After preparing the materials, next you are ready to cook your appetizing Brioche Bread Pudding with Caramel Sauce by following the guidances below:

  1. Preheat oven to 350°F. Grease a 2 quart baking dish with butter, or spray with nonstick spray. My dish measures about 8x11 or so. (9x13 is too big for this in my opinion). Arrange bread cubes in baking dish to fit snug together and as evenly layered as possible..
  2. Wisk together sugar, eggs, milk, vanilla, and cinnamon until well combined. Pour evenly over bread in baking dish. Using the back of a spatula gently press bread down into liquid. Let sit 15-20 minutes for bread to soak up a good amount of the liquid. Press down gently once more (do not "squish")..
  3. Place in oven. Bake uncovered 45-55 minutes, or until just set in the center and top is golden (mine was 50 minutes). If edges start to brown too much you can loosely cover them with foil, but do not cover the dish completely (you'll get a soggy top)..
  4. While baking, make your caramel sauce.

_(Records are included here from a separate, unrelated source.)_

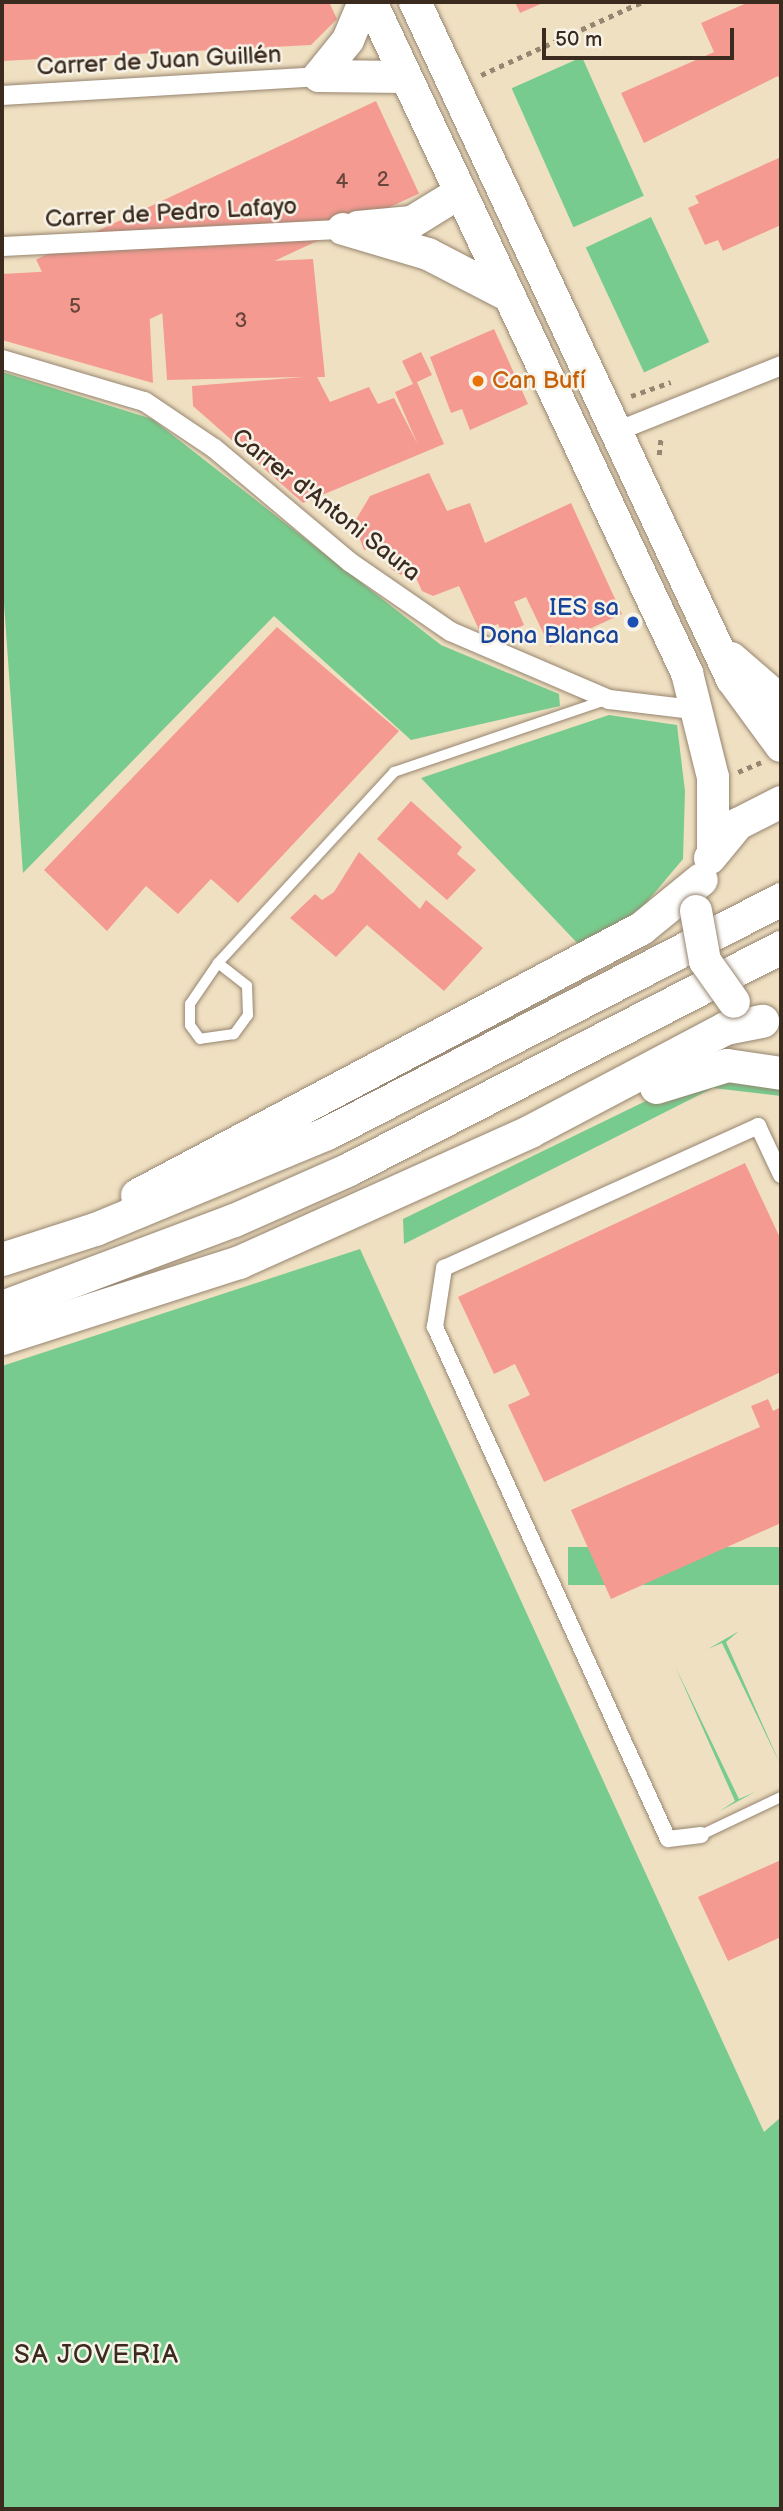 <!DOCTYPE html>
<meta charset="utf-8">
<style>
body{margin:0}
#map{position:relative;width:783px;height:2511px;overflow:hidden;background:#f0e0c2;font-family:"Balsamiq Sans",sans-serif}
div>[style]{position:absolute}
.green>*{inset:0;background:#78cb8e;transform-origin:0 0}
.building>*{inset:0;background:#f49a91;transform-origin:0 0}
.path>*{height:4.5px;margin-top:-2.25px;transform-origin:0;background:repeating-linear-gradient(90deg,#968570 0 5px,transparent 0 10px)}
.roads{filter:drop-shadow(0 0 2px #968570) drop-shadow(0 0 2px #968570)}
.service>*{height:10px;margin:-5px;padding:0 5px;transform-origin:5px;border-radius:5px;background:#fff}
.pedestrian>*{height:16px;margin:-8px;padding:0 8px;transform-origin:8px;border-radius:8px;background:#fff}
.minor>*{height:19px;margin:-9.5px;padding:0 9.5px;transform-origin:9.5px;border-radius:9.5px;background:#fff}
.primary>*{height:32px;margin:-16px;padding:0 16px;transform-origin:16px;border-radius:16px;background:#fff}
.trunk>*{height:33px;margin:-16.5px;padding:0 16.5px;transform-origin:16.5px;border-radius:16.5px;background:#fff}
.bridges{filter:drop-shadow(0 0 2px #968570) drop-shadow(0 0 2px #968570)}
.primary-bridge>*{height:32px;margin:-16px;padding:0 16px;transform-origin:16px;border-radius:16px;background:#fff}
.dots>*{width:19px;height:19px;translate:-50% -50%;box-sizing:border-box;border:4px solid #f7f3e8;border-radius:50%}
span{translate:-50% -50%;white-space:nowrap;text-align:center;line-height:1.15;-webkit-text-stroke:5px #f7f3e8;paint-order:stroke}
.number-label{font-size:21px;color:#69463b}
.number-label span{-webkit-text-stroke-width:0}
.street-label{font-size:24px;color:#3b2a1e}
.food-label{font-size:24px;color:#c56008}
.left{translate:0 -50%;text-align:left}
.transit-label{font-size:24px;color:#164399}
.right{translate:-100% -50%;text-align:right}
.neighbourhood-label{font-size:26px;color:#3b2a1e;letter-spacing:2px}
.frame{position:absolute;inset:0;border:4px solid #3b2a1e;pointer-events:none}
.scale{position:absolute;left:542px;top:28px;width:192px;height:32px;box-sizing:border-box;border:4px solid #3b2a1e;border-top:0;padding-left:9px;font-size:21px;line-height:24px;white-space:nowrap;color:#3b2a1e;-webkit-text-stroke:5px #f7f3e8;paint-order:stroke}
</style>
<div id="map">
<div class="green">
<div style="left:582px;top:57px;width:152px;height:77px;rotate:66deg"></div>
<div style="left:651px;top:217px;width:138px;height:72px;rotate:65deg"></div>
<div style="clip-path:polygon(2px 372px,152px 419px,441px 645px,559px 694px,560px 706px,411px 740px,274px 616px,23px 873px,2px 575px)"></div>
<div style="clip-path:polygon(609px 715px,677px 725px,685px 791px,683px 859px,635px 916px,580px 946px,421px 778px)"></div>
<div style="clip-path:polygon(689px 1080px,781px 1081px,781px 1096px,713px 1088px,404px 1244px,403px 1219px)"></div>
<div style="clip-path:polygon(360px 1249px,764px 2132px,781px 2117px,781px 2509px,2px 2509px,2px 1366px)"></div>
<div style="left:781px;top:1547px;width:38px;height:213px;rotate:90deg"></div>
<div style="clip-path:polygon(739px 1631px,726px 1642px,781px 1766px,722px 1643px,708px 1649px)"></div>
<div style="clip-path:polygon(675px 1666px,739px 1799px,755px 1792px,720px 1811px,735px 1801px)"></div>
</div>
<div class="building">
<div style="clip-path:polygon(2px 2px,329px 2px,337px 19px,311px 45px,2px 61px)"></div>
<div style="clip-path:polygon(515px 2px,545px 2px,520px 13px)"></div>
<div style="clip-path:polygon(749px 2px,781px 2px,781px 84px,778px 76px,644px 143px,621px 93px,714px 52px,701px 23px)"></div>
<div style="left:376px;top:101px;width:102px;height:375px;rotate:65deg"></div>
<div style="clip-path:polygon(781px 157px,781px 225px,723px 251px,718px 240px,705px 245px,688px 208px,699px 203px,695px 196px)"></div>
<div style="clip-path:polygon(313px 259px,325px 377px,317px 377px,330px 402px,369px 387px,378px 404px,394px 398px,418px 445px,395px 392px,413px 384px,402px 361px,421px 352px,432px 375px,417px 382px,444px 444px,303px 503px,193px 406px,192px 386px,304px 377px,167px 380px,159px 266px)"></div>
<div style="clip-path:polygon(147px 266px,153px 383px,2px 340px,2px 274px)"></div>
<div style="clip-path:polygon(494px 329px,528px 404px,470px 430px,462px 409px,451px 413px,430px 357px)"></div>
<div style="clip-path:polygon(429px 473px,447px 511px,470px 503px,485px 543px,571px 503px,622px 614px,550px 647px,526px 597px,514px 602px,524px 625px,503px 635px,498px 624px,480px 632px,459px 586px,433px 596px,422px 591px,412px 569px,401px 575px,391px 569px,378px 545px,364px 550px,354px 523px,370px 496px)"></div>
<div style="clip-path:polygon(277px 627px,399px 731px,238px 903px,211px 879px,178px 914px,146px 886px,107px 931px,44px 870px)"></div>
<div style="clip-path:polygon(411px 801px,462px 847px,457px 854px,476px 870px,447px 900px,377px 839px)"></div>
<div style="clip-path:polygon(359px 852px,420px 909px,426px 900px,483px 948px,444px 991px,367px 925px,336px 957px,290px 918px,315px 894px,322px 900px,334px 892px)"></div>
<div style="clip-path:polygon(745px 1163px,781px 1240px,781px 1372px,544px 1482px,508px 1405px,530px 1395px,515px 1364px,494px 1374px,458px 1297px)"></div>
<div style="clip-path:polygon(768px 1399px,773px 1411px,781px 1407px,781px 1523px,611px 1599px,571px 1510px,760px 1427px,751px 1406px)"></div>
<div style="clip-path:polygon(781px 1860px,781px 1937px,728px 1961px,698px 1897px)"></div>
</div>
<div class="path">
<div style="left:481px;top:75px;width:177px;rotate:-24.4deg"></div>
<div style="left:631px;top:396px;width:42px;rotate:-19.3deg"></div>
<div style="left:659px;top:455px;width:19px;rotate:-84deg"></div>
<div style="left:738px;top:772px;width:25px;rotate:-23deg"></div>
</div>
<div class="roads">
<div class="service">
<div style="left:218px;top:963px;width:37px;rotate:38deg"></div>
<div style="left:247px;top:986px;width:29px;rotate:88deg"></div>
<div style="left:248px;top:1015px;width:24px;rotate:126deg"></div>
<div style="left:234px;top:1034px;width:34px;rotate:172deg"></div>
<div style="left:200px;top:1039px;width:17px;rotate:-126deg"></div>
<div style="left:190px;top:1025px;width:21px;rotate:-90deg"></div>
<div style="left:190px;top:1004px;width:50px;rotate:-55.7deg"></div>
<div style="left:218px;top:963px;width:260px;rotate:-47.3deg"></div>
<div style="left:394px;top:772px;width:224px;rotate:-18.8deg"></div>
<div style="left:701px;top:1835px;width:89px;rotate:-25.4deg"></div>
</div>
<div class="pedestrian">
<div style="left:701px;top:1835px;width:33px;rotate:173deg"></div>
<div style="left:668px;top:1839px;width:563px;rotate:-114.47deg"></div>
<div style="left:435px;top:1327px;width:60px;rotate:-81.3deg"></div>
<div style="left:444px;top:1268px;width:345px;rotate:-24.3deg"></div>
<div style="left:758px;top:1126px;width:54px;rotate:64.9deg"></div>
</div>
<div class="minor">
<div style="left:2px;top:95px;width:318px;rotate:-3.4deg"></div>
<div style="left:2px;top:246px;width:341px;rotate:-2.9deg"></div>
<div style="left:2px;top:359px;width:148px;rotate:16.5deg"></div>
<div style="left:144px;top:401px;width:84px;rotate:33.9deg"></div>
<div style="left:214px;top:448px;width:177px;rotate:40deg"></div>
<div style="left:350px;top:562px;width:121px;rotate:34.6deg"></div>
<div style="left:450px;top:631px;width:173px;rotate:23.2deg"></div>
<div style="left:609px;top:699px;width:92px;rotate:6.9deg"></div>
<div style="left:616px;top:431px;width:178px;rotate:-21.8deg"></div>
</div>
<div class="primary">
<div style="left:371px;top:2px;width:742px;rotate:64.78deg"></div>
<div style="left:687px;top:673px;width:107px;rotate:76deg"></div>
<div style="left:713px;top:777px;width:76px;rotate:90deg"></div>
<div style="left:415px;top:2px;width:748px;rotate:64.91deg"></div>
<div style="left:732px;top:679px;width:83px;rotate:53.8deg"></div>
<div style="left:319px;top:76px;width:46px;rotate:-51.1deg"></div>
<div style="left:348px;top:40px;width:41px;rotate:-67.2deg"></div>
<div style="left:319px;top:76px;width:87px;rotate:0.7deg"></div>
<div style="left:358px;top:227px;width:54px;rotate:-5.3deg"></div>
<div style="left:412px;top:222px;width:57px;rotate:-31.5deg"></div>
<div style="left:343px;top:229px;width:89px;rotate:16.4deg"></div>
<div style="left:428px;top:254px;width:91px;rotate:27.4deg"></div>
<div style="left:731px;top:658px;width:66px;rotate:40.7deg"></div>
<div style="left:710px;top:858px;width:44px;rotate:-50.5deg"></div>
<div style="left:738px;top:824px;width:48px;rotate:-27.1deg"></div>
</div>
<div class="trunk">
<div style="left:656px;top:1087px;width:74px;rotate:-17.2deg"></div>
<div style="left:727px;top:1065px;width:55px;rotate:8.4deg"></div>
<div style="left:137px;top:1195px;width:570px;rotate:-27.91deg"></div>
<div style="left:641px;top:928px;width:77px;rotate:-39.2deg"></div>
<div style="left:2px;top:1259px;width:98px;rotate:-17.9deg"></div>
<div style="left:95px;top:1229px;width:251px;rotate:-22.5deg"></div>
<div style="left:327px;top:1133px;width:511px;rotate:-27.27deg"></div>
<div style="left:2px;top:1307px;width:248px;rotate:-20.6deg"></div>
<div style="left:234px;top:1220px;width:124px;rotate:-23.9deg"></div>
<div style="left:347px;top:1170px;width:488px;rotate:-27.2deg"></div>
<div style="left:2px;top:1338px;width:249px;rotate:-17.8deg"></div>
<div style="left:239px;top:1262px;width:319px;rotate:-24.2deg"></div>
<div style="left:530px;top:1131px;width:221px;rotate:-27.8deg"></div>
<div style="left:725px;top:1028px;width:38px;rotate:-11deg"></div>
</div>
</div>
<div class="bridges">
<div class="primary-bridge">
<div style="left:696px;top:911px;width:51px;rotate:79.8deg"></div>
<div style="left:705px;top:961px;width:50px;rotate:54.7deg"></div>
</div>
</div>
<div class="dots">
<div style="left:478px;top:381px;background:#e8710a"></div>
<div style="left:633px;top:622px;background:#1a4fb4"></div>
</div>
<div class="number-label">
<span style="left:383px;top:180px">2</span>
<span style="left:342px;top:182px">4</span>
<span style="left:75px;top:307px">5</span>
<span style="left:241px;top:321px">3</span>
</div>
<div class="street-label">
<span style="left:159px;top:61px;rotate:-3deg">Carrer de Juan Guillén</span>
<span style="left:171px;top:213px;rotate:-3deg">Carrer de Pedro Lafayo</span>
<span style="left:326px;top:505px;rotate:38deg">Carrer d'Antoni Saura</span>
</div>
<div class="food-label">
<span class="left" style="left:492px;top:381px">Can Bufí</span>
</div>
<div class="transit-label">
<span class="right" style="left:619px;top:622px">IES sa<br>Dona Blanca</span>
</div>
<div class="neighbourhood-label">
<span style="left:97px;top:2356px">SA JOVERIA</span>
</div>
<div class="frame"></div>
<div class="scale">50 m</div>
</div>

In a small sauce pan over medium heat wisk together brown sugar and half & half. When it starts to steam wisk in butter until melted. Bring to a boil for 5 minutes, wisking constantly so not to burn. You are looking for it to thicken slightly and turn a nice "caramel" color (it will thicken even more as it cools). Remove from heat and set aside..
  5. When bread pudding is finished remove from oven. Drizzle caramel sauce over the top. Let cool at least 15 minutes before cutting to serve hot. Or let cool completely then cover tightly with foil. Refrigerate overnight and serve cold. This is how we like it, and frankly I find it tastes best this way!.

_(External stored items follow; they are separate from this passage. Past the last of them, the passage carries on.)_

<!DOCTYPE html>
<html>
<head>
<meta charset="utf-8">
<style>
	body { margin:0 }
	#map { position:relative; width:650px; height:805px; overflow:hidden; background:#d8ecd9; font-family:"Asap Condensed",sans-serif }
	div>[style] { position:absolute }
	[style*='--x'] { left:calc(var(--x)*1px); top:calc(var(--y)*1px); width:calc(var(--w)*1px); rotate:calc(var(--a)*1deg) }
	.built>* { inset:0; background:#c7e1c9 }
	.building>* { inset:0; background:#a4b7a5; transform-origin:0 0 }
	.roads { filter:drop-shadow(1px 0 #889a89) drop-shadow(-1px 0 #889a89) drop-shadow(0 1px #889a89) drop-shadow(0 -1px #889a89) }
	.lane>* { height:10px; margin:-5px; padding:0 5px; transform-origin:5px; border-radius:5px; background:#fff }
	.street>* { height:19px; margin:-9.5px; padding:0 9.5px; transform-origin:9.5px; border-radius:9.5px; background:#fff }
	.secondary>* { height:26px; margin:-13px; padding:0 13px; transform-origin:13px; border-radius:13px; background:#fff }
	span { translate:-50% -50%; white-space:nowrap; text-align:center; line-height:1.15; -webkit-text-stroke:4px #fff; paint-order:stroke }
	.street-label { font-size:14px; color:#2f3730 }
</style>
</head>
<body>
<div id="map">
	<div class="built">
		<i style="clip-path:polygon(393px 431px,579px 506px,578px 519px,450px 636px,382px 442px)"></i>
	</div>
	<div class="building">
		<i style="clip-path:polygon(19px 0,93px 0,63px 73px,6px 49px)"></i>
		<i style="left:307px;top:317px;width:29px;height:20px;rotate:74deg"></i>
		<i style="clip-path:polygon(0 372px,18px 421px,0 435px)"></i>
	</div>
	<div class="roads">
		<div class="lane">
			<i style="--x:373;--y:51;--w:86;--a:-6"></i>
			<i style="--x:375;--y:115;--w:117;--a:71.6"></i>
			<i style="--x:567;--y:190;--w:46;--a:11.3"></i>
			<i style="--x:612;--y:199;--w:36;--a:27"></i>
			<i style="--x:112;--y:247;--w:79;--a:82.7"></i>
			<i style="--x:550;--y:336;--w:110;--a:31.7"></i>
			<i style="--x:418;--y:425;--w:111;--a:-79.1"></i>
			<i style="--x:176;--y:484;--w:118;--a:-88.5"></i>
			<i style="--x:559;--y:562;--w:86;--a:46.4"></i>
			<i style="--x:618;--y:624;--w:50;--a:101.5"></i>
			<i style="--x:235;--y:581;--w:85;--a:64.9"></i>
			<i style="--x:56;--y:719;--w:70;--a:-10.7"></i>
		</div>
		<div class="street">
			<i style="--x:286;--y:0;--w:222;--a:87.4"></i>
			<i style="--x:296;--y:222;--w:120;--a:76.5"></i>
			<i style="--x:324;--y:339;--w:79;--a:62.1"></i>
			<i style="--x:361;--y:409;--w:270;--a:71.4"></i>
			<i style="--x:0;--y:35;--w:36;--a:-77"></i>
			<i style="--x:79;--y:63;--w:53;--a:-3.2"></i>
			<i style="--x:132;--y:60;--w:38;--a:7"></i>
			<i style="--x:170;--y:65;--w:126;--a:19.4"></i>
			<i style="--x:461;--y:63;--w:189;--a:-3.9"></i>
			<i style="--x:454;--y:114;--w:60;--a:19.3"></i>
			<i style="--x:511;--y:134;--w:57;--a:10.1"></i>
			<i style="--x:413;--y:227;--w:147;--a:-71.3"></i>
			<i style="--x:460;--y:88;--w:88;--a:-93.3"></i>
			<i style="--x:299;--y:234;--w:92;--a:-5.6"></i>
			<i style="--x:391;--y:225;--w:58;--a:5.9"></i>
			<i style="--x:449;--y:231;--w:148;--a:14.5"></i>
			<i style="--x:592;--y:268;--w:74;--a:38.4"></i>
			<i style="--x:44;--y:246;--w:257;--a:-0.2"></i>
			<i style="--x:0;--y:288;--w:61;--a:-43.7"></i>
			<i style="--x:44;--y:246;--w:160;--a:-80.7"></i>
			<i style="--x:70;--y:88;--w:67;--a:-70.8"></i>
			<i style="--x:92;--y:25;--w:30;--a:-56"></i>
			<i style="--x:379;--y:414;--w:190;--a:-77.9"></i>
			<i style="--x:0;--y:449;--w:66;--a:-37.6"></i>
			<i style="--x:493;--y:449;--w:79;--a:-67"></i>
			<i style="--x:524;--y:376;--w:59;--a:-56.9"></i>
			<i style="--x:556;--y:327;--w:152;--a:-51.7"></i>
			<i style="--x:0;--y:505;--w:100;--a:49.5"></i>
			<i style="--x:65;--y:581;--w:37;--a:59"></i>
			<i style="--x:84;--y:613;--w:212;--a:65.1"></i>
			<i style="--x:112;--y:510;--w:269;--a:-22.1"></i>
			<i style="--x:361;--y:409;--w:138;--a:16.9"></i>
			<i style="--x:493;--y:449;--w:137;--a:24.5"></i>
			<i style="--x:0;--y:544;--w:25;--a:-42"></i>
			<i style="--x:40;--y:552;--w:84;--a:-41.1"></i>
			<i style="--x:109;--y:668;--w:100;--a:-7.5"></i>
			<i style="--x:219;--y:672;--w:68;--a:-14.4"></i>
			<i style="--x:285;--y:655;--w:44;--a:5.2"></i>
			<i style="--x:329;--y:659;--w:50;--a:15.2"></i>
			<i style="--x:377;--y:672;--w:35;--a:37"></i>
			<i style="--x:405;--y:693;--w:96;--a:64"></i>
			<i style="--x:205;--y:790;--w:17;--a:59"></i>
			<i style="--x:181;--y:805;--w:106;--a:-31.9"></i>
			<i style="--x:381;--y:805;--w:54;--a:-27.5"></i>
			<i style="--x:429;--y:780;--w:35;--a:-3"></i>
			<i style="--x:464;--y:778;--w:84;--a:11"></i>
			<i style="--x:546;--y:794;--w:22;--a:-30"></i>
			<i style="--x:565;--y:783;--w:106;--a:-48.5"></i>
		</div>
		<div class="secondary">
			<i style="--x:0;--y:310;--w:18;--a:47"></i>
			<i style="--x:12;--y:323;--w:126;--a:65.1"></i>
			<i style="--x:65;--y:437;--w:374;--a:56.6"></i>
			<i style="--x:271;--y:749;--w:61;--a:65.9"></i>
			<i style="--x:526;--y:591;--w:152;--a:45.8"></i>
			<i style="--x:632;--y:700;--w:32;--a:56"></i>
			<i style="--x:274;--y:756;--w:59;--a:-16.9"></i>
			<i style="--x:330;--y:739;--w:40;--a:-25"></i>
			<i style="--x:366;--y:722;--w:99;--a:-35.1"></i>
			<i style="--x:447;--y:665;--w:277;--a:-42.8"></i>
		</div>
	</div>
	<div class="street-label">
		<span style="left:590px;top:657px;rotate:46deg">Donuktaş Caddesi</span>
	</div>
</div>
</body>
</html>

Whisk in the salt, vanilla, and milk. The sauce can be made ahead, then warmed in the microwave-- Cut cooled pudding into squares, and top each with hot sauce. This recipe for brioche bread pudding with caramel sauce has been sponsored by DairyPure Milk, but all thoughts, ideas, and photos are my own. #DairyPureMilk I have a confession. Pumpkin Caramel Bread Pudding. "Warm vanilla bread pudding with cold creme anglaise. Now who wouldn't want to eat that for dessert??!" says Ina.